Immediately afterwards, Shoma told nearby neighbours and first responders that she had stabbed the man, and was ordered to do so by the Islamic State.
Shoma was equally brazen in the moments after she tried to kill Mitz.
"The stupid girl, just, I don't know what she does, she falls off the couch and runs away outside. Loser. Coward. Just stop so that I can kill you," Shoma told investigators.
"If I get released, then I'll do it again."
After the attack, Mitz's clothes were seized as evidence, and she was taken to hospital where she couldn't stop weeping.
"I was terrified for myself and the other women that were in the unit with me and I just kept thinking and I just kept repeating, 'She was trying to kill me'."

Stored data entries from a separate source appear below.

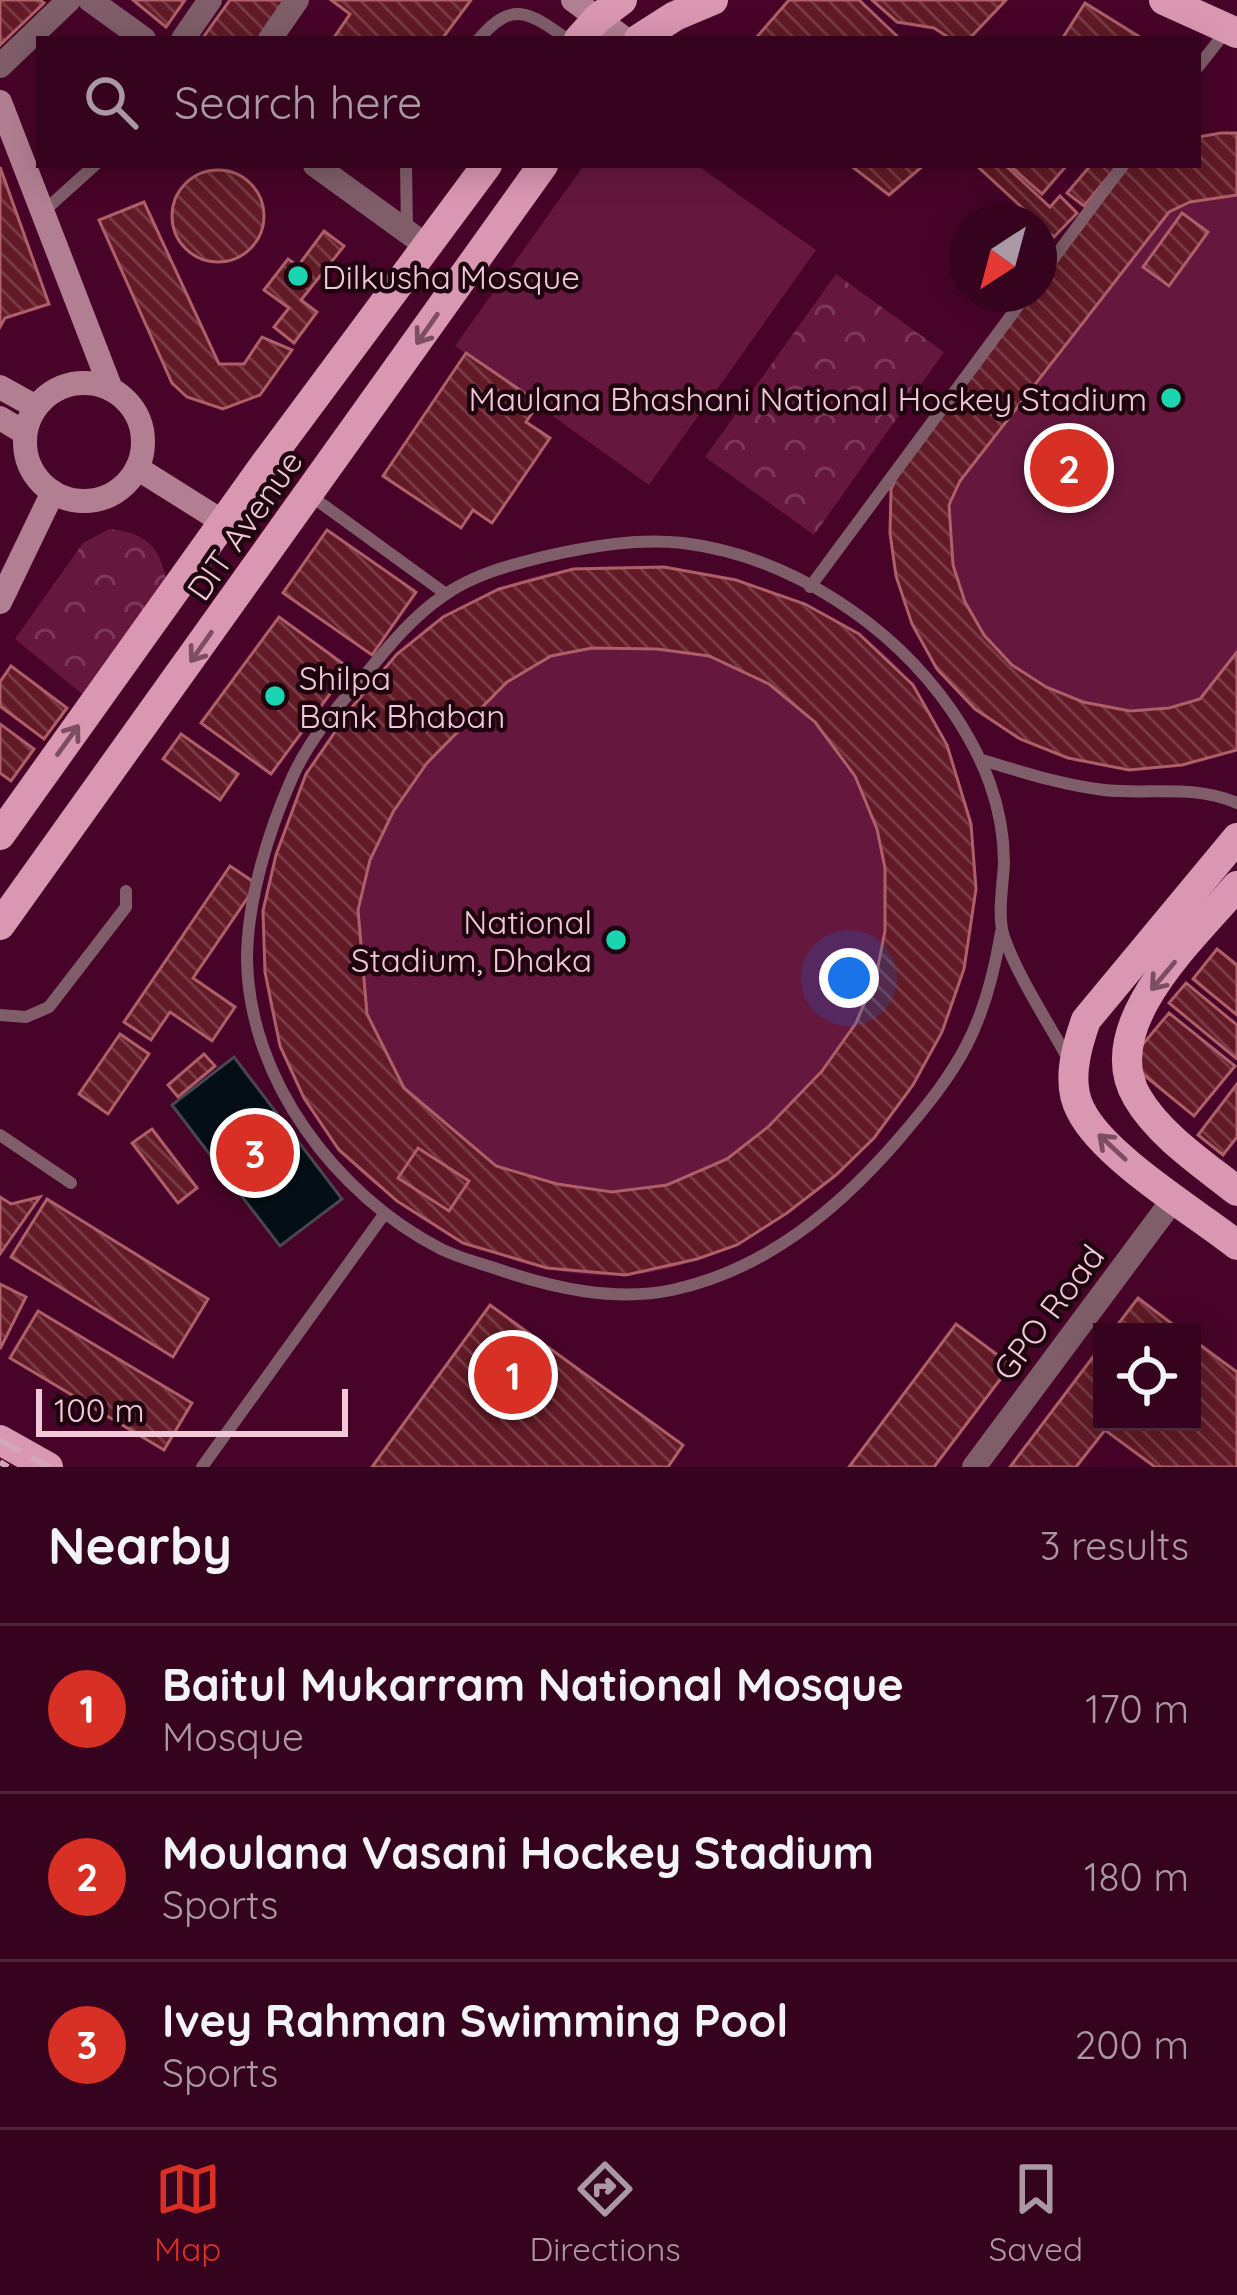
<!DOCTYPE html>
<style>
body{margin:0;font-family:Quicksand,sans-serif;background:#40112b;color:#f1f3f6}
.controls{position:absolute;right:36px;bottom:36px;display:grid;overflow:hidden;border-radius:0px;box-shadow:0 6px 30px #0003}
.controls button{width:108px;height:108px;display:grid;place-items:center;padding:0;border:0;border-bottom:3px solid #4f253c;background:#35031e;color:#f1f3f6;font:60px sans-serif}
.compass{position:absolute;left:949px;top:204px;width:108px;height:108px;border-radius:50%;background:#35031e;box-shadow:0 6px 30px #0003;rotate:216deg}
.scale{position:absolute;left:36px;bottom:30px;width:312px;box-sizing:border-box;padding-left:12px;border:6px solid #f1c8d7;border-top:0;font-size:33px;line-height:42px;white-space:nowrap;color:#f1c8d7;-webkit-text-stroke:9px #1e040f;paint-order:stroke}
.you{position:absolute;left:849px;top:978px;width:42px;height:42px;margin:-30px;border:9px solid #fff;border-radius:50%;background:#1a73e8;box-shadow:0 0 0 18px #1a73e833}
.badge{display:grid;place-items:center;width:78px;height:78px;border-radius:50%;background:#d93025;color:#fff;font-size:39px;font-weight:700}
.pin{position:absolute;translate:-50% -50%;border:6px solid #fff;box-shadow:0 3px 12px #0006}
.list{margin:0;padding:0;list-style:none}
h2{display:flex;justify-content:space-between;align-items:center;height:156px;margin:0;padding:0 48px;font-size:51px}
h2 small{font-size:39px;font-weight:400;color:#aa98a4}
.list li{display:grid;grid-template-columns:78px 1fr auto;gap:36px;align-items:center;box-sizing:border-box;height:168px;padding:0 48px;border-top:3px solid #4f253c}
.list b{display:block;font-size:45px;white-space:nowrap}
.list p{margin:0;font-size:39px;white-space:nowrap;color:#aa98a4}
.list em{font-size:39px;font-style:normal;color:#aa98a4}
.icon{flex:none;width:66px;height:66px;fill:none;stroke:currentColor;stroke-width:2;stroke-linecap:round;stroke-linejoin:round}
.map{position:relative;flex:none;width:1237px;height:1467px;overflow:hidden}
.search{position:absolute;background:#35031e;box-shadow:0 6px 30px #0003;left:36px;right:36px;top:36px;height:132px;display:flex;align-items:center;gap:30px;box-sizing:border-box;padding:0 42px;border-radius:0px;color:#aa98a4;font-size:45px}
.sheet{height:660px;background:#35031e}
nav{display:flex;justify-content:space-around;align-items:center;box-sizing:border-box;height:168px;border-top:3px solid #4f253c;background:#35031e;font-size:33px;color:#aa98a4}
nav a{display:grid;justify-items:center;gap:6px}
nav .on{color:#d93025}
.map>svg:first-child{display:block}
.park{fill:url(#park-crowns)}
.garden{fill:#65173e}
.water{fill:#030e16;stroke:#4a4650;stroke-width:3}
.building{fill:url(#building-back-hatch);stroke:#ae5f67;stroke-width:3;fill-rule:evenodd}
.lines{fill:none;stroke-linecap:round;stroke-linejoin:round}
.lane{stroke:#7f5e6a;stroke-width:12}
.street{stroke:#7f5e6a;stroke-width:24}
.secondary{stroke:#b27e92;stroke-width:24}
.primary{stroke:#da97b1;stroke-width:30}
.rail{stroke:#d3a6b8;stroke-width:6;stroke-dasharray:24 12;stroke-linecap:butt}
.oneway{stroke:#7c4e60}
.poi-dot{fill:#1bd5b1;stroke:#1e040f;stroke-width:4.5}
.labels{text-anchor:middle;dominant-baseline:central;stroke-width:9;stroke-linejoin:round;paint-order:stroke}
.poi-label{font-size:33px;fill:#f1c8d7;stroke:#1e040f;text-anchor:start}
.street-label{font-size:33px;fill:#f1c8d7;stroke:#1e040f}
</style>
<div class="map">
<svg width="1237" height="1467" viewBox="0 0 1237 1467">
<defs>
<pattern id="park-crowns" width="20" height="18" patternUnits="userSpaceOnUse" patternTransform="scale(3)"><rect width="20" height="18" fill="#65173e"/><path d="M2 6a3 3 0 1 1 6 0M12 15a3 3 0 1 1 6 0" fill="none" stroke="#7c3759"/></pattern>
<pattern id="building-back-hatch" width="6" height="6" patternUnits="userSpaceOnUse" patternTransform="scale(3)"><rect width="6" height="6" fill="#611a26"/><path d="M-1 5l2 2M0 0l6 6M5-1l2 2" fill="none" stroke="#783a45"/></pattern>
</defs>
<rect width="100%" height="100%" fill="#470428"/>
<!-- park -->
<g class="park">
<polygon points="836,274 944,352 814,535 705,457"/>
<path d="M109,529C143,532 159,544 166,579L82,694L15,639L83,543Z"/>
</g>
<!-- garden -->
<g class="garden">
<polygon points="1221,133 1237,133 1237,750 1182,765 1129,770 1068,758 1020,739 937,669 912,624 896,576 890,533 891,489 910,448 1039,294 1198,165 1198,137"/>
<polygon points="584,165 697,165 816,250 649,485 455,346"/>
<path d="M664,567C753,583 852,607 911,683C927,705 935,740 946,765C965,811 981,855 974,905C956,1024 913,1115 816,1190C761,1233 698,1271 625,1275C556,1279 481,1255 424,1218C394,1199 360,1176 338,1148C235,1025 245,859 334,734C393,649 467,582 575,569C604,565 635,567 664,567Z"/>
</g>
<!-- water -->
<polygon class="water" points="234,1057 342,1199 280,1246 172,1105"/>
<!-- building -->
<g class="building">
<polygon points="0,0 40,0 44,3 0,45"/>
<polygon points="133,0 185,0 166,27"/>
<polygon points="230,0 289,0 261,39 202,39"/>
<polygon points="331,0 471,0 442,39 333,39 350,14"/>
<polygon points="789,0 859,0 900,39 755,39"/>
<polygon points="872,0 1006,0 969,39 951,39 934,28 897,22"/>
<polygon points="1085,3 1143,39 1062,39"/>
<polygon points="1221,133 1237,133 1237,195 1190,202 1169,212 960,481 949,505 953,565 965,602 984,635 1012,665 1046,687 1083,702 1130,711 1169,708 1200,699 1237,652 1237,750 1182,765 1129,770 1068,758 1020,739 975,709 937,669 912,624 896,576 890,533 891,489 910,448 1029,294 1039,294 1039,282 1129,165 1198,165 1198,137"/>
<polygon points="850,165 924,165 889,195"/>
<polygon points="976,165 1005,165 1050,207 1060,196 1077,213 1054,237"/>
<polygon points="1009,165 1067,165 1042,194"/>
<polygon points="1091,165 1118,165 1084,206 1067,193"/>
<polygon points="0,167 49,304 5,318 0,327"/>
<circle cx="218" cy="216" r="46"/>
<polygon points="144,202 219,364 244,364 262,337 292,350 260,395 223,409 187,397 172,383 99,220"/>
<polygon points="1182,213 1208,232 1169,286 1143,267"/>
<polygon points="324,231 344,246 301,300 317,312 294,343 274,327 289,308 264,290 288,259 298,266"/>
<polygon points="466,353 539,403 526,422 550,438 492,523 473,510 461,528 383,476"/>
<polygon points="327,530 416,592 372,655 283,593"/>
<path d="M664,567L736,580L805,604L859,634L913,685L947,745L971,824L976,889L964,969L942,1032L913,1085L874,1138L836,1175L787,1213L737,1245L697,1259L626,1275L547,1268L463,1243L397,1201L339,1150L304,1098L280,1046L265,972L263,911L276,855L306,774L353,706L397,654L443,617L499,589L573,569ZM592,648L657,649L709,656L769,684L815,722L855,776L877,829L885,868V931L876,976L856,1023L822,1071L768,1127L727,1159L667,1185L612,1192L557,1184L496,1166L404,1088L367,1014L358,910L370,860L393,812L427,763L507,682L551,656Z"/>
<polygon points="279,617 349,668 271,774 201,723"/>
<polygon points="11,666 67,708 44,739 0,706 0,682"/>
<polygon points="0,724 34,749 11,781 0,773"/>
<polygon points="181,734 238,774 220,800 163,759"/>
<polygon points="230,866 257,884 193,978 235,1007 212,1041 170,1012 151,1040 124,1022"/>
<polygon points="1217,949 1237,965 1237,1015 1193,979"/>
<polygon points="1186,983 1237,1025 1237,1059 1169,1003"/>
<polygon points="1169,1013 1235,1066 1194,1116 1128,1062"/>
<polygon points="120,1034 149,1054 108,1114 79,1094"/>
<polygon points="204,1054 215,1066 178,1097 168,1085"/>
<polygon points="1237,1084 1237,1137 1223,1155 1198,1135"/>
<polygon points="152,1129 197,1188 178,1203 132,1143"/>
<polygon points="418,1148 469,1181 449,1211 398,1178"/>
<polygon points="0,1197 11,1204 40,1197 0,1254"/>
<polygon points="47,1199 208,1299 173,1357 11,1257"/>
<polygon points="0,1284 26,1297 0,1349"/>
<polygon points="1138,1298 1183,1332 1112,1332"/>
<polygon points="490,1305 683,1445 668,1467 372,1467"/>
<polygon points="38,1311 192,1403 164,1450 10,1358"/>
<polygon points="956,1324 1011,1365 934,1467 849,1467"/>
<polygon points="1192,1339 1237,1372 1237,1467 1155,1467 1105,1430 1076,1467 1010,1467 1102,1345 1102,1422 1192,1422"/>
</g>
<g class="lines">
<!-- lane -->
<g class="lane">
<path d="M479,39C512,0 529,12 567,39"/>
<polyline points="1198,67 1227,30"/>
<polyline points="406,165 407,232"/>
<polyline points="44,211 95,165"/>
<polyline points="1039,278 1123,165"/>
<polyline points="311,496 446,594"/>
<polyline points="810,587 1027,294"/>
<path d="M982,760C1022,772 1062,785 1104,790C1150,795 1193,784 1237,803"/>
<path d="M1001,932C985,1028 960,1068 897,1141C837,1210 765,1270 672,1290C614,1302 554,1288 500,1270C480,1263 459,1258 441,1249C336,1195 249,1080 247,960C247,901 268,832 292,778C309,740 336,708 364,676C388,647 411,618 443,596C474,574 510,565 547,556C592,546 637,538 683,543C789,556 892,624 952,711C983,757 1004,806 1004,863C1003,885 997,916 1004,937C1019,979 1047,1020 1068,1059"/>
<polyline points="0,1015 26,1017 49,1007 126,907 126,891"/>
<polyline points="0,1135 71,1183"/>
<polyline points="202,1467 385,1213"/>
</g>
<!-- street -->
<g class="street">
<polyline points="90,0 144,39"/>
<polyline points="183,39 210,0"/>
<polyline points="270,39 297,0"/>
<polyline points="0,66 69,0"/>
<polyline points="315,165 428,247"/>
<polyline points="974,1467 1175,1197"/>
</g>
<!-- secondary -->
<g class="secondary">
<polyline points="573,0 625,39"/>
<polyline points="0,102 111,389"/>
<circle cx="84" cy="442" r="59"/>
<polyline points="0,387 36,407"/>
<polyline points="0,418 25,433"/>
<polyline points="137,468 223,522"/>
<polyline points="0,602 53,492"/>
</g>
<!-- primary -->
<g class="primary">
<polyline points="1164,0 1237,33"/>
<polyline points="579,39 598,18 622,0"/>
<polyline points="639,39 675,16 713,0"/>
<polyline points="0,835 265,464 487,165"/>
<path d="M1237,838L1086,1020C1076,1048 1066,1084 1081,1111C1104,1157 1195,1212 1237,1245"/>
<path d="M1237,886C1195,936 1095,1025 1137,1097C1159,1135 1203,1164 1237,1191"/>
<polyline points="0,925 543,165"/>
<polyline points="0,1440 48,1467"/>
</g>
<!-- rail -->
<g class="rail">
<polyline points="0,1440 49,1467"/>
<polyline points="0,1462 8,1467"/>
</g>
</g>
<!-- one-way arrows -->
<defs><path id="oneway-shaft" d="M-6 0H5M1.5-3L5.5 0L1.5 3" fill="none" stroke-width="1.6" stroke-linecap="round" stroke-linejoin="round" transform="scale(3)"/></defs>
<g class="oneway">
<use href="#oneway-shaft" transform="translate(427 329) rotate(125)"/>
<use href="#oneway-shaft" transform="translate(201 647) rotate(125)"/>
<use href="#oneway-shaft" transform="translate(68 740) rotate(-54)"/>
<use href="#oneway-shaft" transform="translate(1163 976) rotate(130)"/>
<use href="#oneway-shaft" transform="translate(1112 1147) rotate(-137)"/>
</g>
<!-- markers -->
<g class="poi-dot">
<circle cx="298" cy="276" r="12"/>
<circle cx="1171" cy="398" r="12"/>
<circle cx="275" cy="696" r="12"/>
<circle cx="616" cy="940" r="12"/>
</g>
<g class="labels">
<!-- poi labels -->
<g class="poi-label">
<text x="322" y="276">Dilkusha Mosque</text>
<text x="1147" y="398" text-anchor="end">Maulana Bhashani National Hockey Stadium</text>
<text x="299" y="677">Shilpa<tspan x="299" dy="38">Bank Bhaban</tspan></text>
<text x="592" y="921" text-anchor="end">National<tspan x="592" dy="38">Stadium, Dhaka</tspan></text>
</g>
<!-- street labels -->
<g class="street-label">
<text transform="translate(244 525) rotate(-55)">DIT Avenue</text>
<text transform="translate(1048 1312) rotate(-53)">GPO Road</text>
</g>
</g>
</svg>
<div class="controls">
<button><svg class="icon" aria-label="locate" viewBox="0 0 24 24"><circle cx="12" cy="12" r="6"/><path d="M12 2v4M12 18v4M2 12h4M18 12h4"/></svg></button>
</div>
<svg class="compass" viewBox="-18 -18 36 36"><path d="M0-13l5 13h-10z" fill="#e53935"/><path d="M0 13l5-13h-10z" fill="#aa98a4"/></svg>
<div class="scale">100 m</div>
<div class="you"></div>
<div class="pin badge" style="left:513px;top:1375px">1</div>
<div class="pin badge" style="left:1069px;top:468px">2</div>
<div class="pin badge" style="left:255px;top:1153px">3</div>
<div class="search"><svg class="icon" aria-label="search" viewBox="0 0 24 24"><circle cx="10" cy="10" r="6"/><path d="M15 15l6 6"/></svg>Search here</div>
</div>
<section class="sheet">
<h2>Nearby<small>3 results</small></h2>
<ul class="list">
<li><span class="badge">1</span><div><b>Baitul Mukarram National Mosque</b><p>Mosque</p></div><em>170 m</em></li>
<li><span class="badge">2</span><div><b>Moulana Vasani Hockey Stadium</b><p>Sports</p></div><em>180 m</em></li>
<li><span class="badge">3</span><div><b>Ivey Rahman Swimming Pool</b><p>Sports</p></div><em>200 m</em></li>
</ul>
</section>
<nav>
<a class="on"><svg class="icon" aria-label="map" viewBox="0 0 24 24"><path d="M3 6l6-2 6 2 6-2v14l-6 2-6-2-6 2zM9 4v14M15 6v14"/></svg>Map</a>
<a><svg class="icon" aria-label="directions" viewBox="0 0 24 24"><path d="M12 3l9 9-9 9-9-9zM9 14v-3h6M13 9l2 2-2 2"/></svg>Directions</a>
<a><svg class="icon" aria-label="saved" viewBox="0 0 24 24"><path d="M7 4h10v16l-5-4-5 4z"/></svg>Saved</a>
</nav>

And, to her anguish, the prison, which already felt small, began to feel suffocating.
Not long after, she chose to return to a more-restricted unit as she struggled with flashbacks and anxiety.
"I have nightmares where she kills the officers so she can come and get me to finish off the job," Mitz said.
"I had to tell them, 'I can't live in this unit. It's causing me to have more trauma, being in there', because I couldn't sit in the lounge room. I just stayed in my cell, locked myself in there all the time. I didn't feel safe.
'You're entitled to be looked after'
Her lawyer, Mr King, said it was a "degrading" way to treat a prisoner, and said Shoma was known to prison officials as a "violent offender".
"That's why she'd been placed in a high-risk unit. It's important to note that Kailee was in a low-risk unit but, for reasons unknown to us at this stage, those units were able to mix very freely and it doesn't appear to us that the supervision of Momena was appropriate," Mr King said.
"When you're a prisoner, you're still entitled to be safe, you're still entitled to be looked after and this is a case where the state of Victoria [has] really failed to look after Kailee and that she suffered pretty awful injuries as a result."
Late last year, Shoma pleaded guilty to engaging in a terrorist attack and was sentenced to another six years, meaning that she could be behind bars until 2066.
She will be 72 if she completes her whole sentence.
Mitz is hoping that the lawsuit will lead to an apology and a payout, which could mean a new life for her and her children once she finishes her sentence and is deported.
When she returns to Canada, she wants to go back to school and become a nurse.
"Even though people who are in prison have done something wrong, it doesn't make them a bad person," she said.
A spokeswoman for the Department of Justice declined to comment as the matter is before the courts.